In what analysts are calling a needed boost for the software company, BEA plans to release an all-in-one development tool and to renew its sales partnership with Hewlett-Packard.

4 min read
BEA Systems hopes to fend off rivals with the release of new e-business software and a renewed sales partnership with computing giant Hewlett-Packard to sell its products.

BEA later this month plans to release new e-business software that combines the company's three separate WebLogic products into an all-in-one package, according to company executives. BEA will also release WebLogic Workshop, a visually oriented Java tool, developed under the code name Cajun, that allows programmers to build Web services by pointing and clicking rather than having to write software code, executives said.

BEA executives said Tuesday that the company also plans to announce a stronger partnership with HP, in which the two companies will jointly sell and market each other's products. HP, which has been losing money with its software efforts, recently announced plans to stop selling its own family of e-business software and instead partner with other software makers to satisfy its customers' software requirements.

"BEA will be the default (software) platform for all HP hardware," said Eric Stahl, BEA's director of product marketing.

Analysts say BEA's new e-business software package and tool, along with the HP partnership, is a needed boost for the software company.

BEA is the market share leader in the $2 billion market for application-server software, technology that runs e-business and Web site transactions. But the company's dominance in the market has begun to waver with stepped-up competition and market share gains from IBM and Oracle.

Sun Microsystems--which ranks fourth in the market with 7.9 percent share, according to research firm IDC--recently took a shot at stealing market share from BEA by offering its low-end application server for free as part of its Solaris 9 operating system.

"BEA needed to pull something big out of the bag to show it can consolidate its position as a market-leading infrastructure provider. This could be it," said James Governor, an analyst at advisory firm Illuminata. "HP means a volume opportunity, and this deal certainly lessens the impact on BEA of Sun's recent announcements regarding free (application) servers."

BEA controls 34 percent of the application server software market, followed by IBM with 31 percent, according to a recent study by research firm Gartner Dataquest. But with the differences between products in the market disappearing, software companies are now focusing on selling other products that run on top of application servers. This technology includes integration server software, which connects dissimilar business software together, and portal server software, which allows companies to create portal Web sites for employees and customers.

In the category for bundled application servers, which includes the sale of portal and integration servers, IBM led the market with 33 percent, followed by BEA with 24 percent, Oracle with 12 percent and Sun with 8 percent.

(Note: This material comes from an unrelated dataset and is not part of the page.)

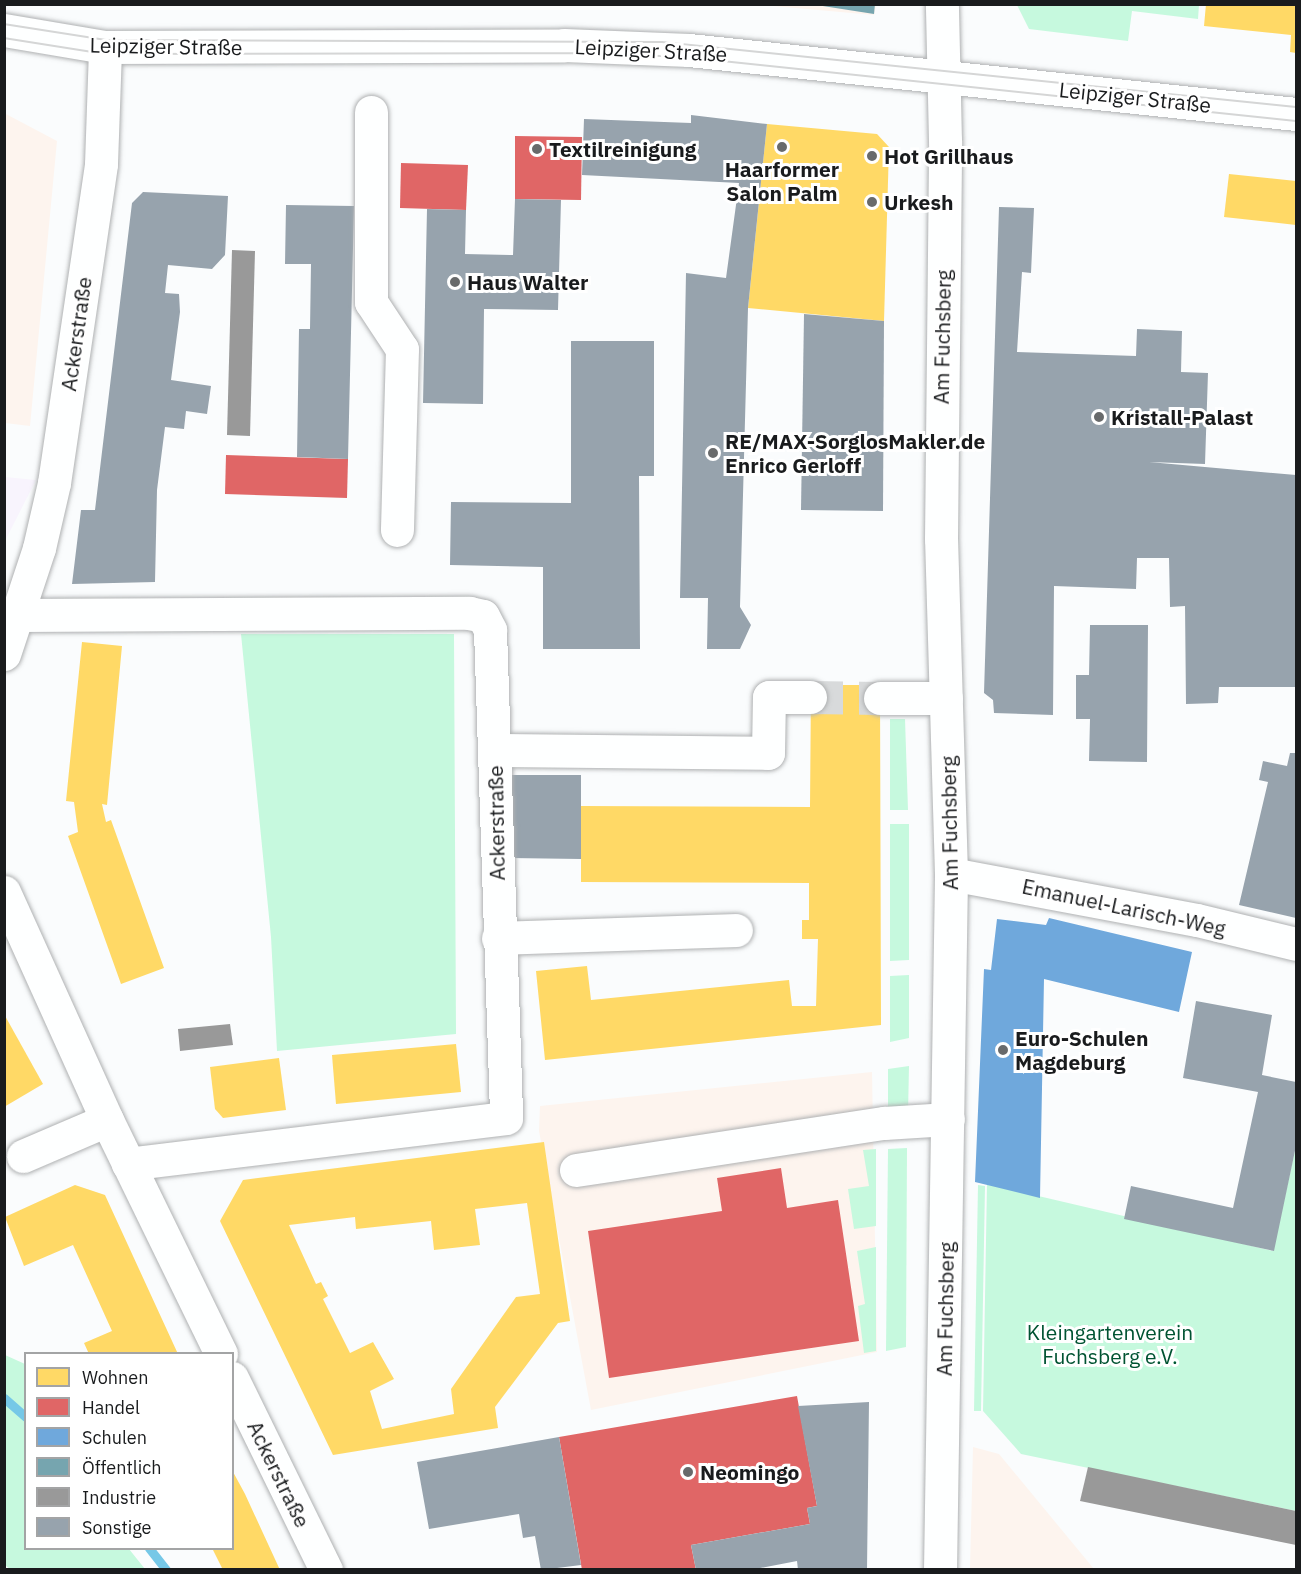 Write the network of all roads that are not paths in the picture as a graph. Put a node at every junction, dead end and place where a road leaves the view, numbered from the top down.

BEA's new WebLogic Platform integrates three products into one: its application server, integration server and portal server. Oracle and IBM executives say their application servers already include tight integration with portal and integration technology.

BEA will charge $90,000 per processor for its combined WebLogic Platform product. While BEA customers can still buy the products separately, the company is offering a pricing incentive to those who want to buy all of the products at once, Stahl said.

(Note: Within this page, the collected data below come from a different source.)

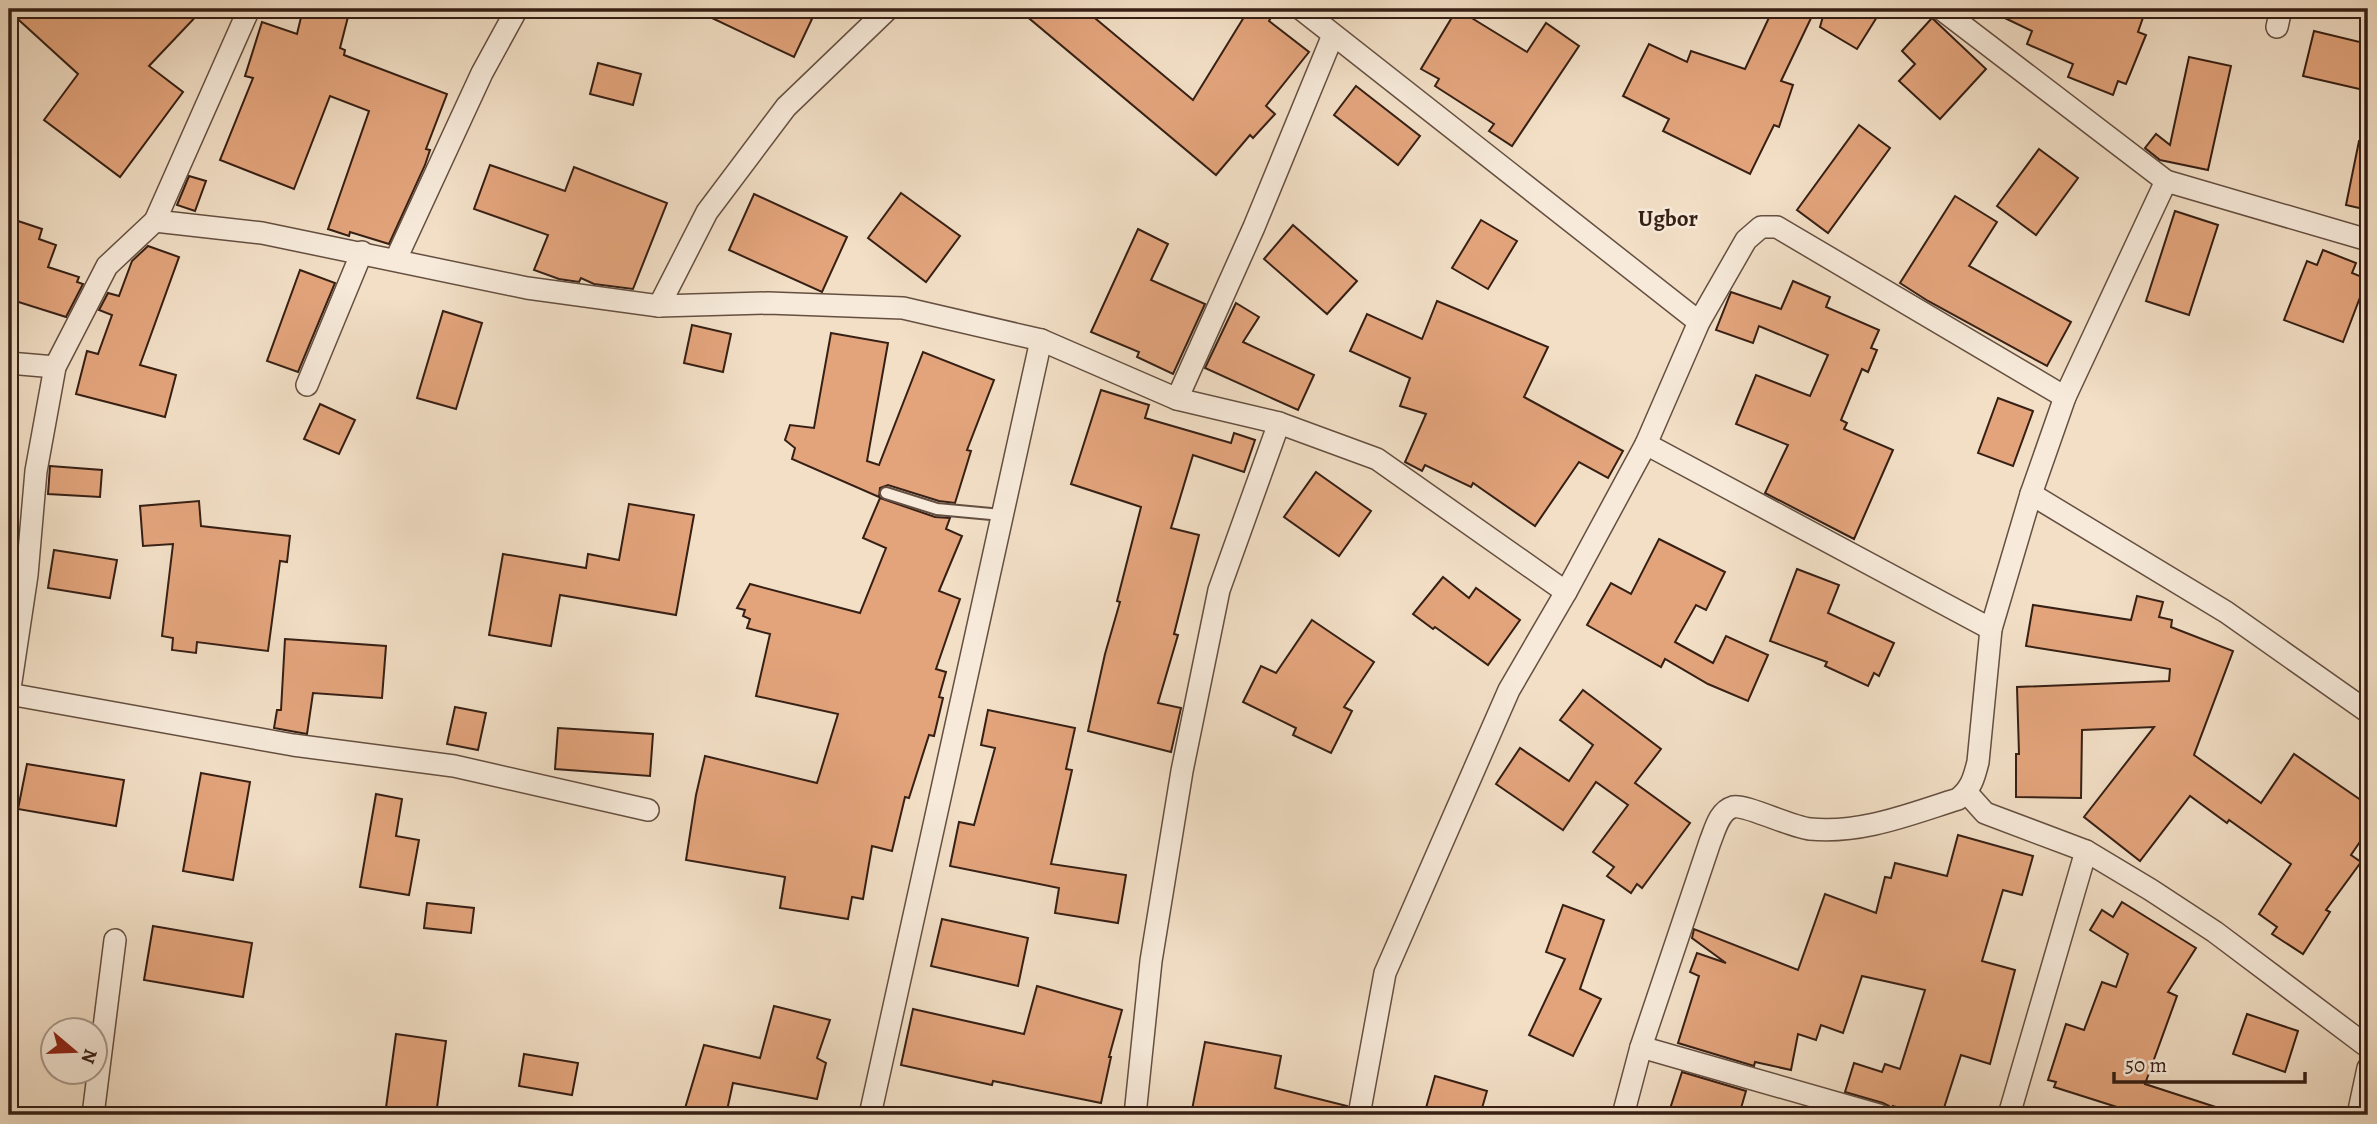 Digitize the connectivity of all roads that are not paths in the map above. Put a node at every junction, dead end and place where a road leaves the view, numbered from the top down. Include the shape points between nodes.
1 (249, 9) edge
2 (517, 9) edge
3 (888, 9) edge
4 (1301, 9) edge
5 (1941, 9) edge
6 (1333, 35) junction
7 (2166, 181) junction
8 (155, 221) junction
9 (2368, 240) edge
10 (362, 253) junction
11 (396, 259) junction
12 (659, 306) junction
13 (1699, 321) junction
14 (1041, 340) junction
15 (9, 363) edge
16 (55, 368) junction
17 (307, 385) dead end
18 (2065, 397) junction
19 (1177, 399) junction
20 (1279, 423) junction
21 (1646, 444) junction
22 (886, 493) dead end
23 (2031, 494) junction
24 (1002, 515) junction
25 (1566, 592) junction
26 (1991, 629) junction
27 (9, 694) edge
28 (2368, 712) edge
29 (1967, 793) junction
30 (648, 810) dead end
31 (2086, 851) junction
32 (115, 940) dead end
33 (2368, 1046) edge
34 (1641, 1047) junction
35 (2368, 1068) edge
36 (93, 1115) edge
37 (870, 1115) edge
38 (1135, 1115) edge
39 (1359, 1115) edge
40 (1623, 1115) edge
41 (1879, 1115) edge
42 (2009, 1115) edge
43 (2358, 1115) edge

1 - 8 street
2 - 11 street via 482,73
3 - 12 street via 786,107 707,212
4 - 6 street
5 - 7 street
6 - 13 street
6 - 19 street
7 - 9 street
7 - 18 street
8 - 10 street via 262,233
8 - 16 street via 107,266
10 - 11 street
10 - 17 street
11 - 12 street via 527,288
12 - 14 street via 768,303 903,308
13 - 18 street via 1746,240 1761,227 1777,227
13 - 21 street
14 - 19 street
14 - 24 street
15 - 16 street
16 - 27 street via 36,471 27,575
18 - 23 street
19 - 20 street
20 - 25 street via 1377,459
20 - 38 street via 1219,590 1182,771 1153,948
21 - 25 street
21 - 26 street
22 - 24 lane via 937,509
23 - 26 street
23 - 28 street via 2226,612
24 - 37 street
25 - 39 street via 1509,690 1385,973
26 - 29 street via 1978,762
27 - 30 street via 293,745 454,766
29 - 31 street via 1985,813
29 - 34 street via 1875,825 1835,831 1779,822 1744,807 1724,811
31 - 33 street via 2215,932
31 - 42 street
32 - 36 street
34 - 40 street
34 - 41 street
35 - 43 street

BEA has a long history with HP. Before HP's own foray into the e-business software market, HP sold BEA's products, Stahl said. In addition, HP earlier this month said it would support BEA's application server software with new servers using Intel's Itanium 2 processor.

With WebLogic Workshop, BEA is also expanding its target market beyond traditional Java-savvy developers in information technology departments to less-skilled programmers in business units that need to quickly develop software. By making Java coding easier, BEA executives believe WebLogic Workshop will open up Java 2 Enterprise Edition (J2EE) development beyond the estimated 3 million Java developers to as many as 11 million potential customers. J2EE is the Java standard for writing business software.

The tool allows programmers to build Web services, which comprise software that allows companies to interact via the Internet. Java proponents such as Sun, BEA, Oracle and IBM support the Java standard, while Microsoft supports its own Web services technology called .Net.

Earlier this year, the tool stirred debate in the Java community when BEA released a test version. Some competing software makers have charged that WebLogic Workshop could break the "write once, run anywhere" promise of the Java language, in which every Java program could run on any operating system or piece of hardware that supports Java. But it is an accusation that BEA executives--and analysts--have disputed.

For BEA to build an easy-to-use tool, the company had to include new commands that are not yet part of the standard Java language. The tool also includes technology that allows programs to automatically run on BEA's application server. BEA has since submitted the new technology to the Java standards process and to allow its rivals to use the same commands in their tools.

In related news, BEA will also release a new Java Virtual Machine (JVM), a piece of software that lets computers run Java programs.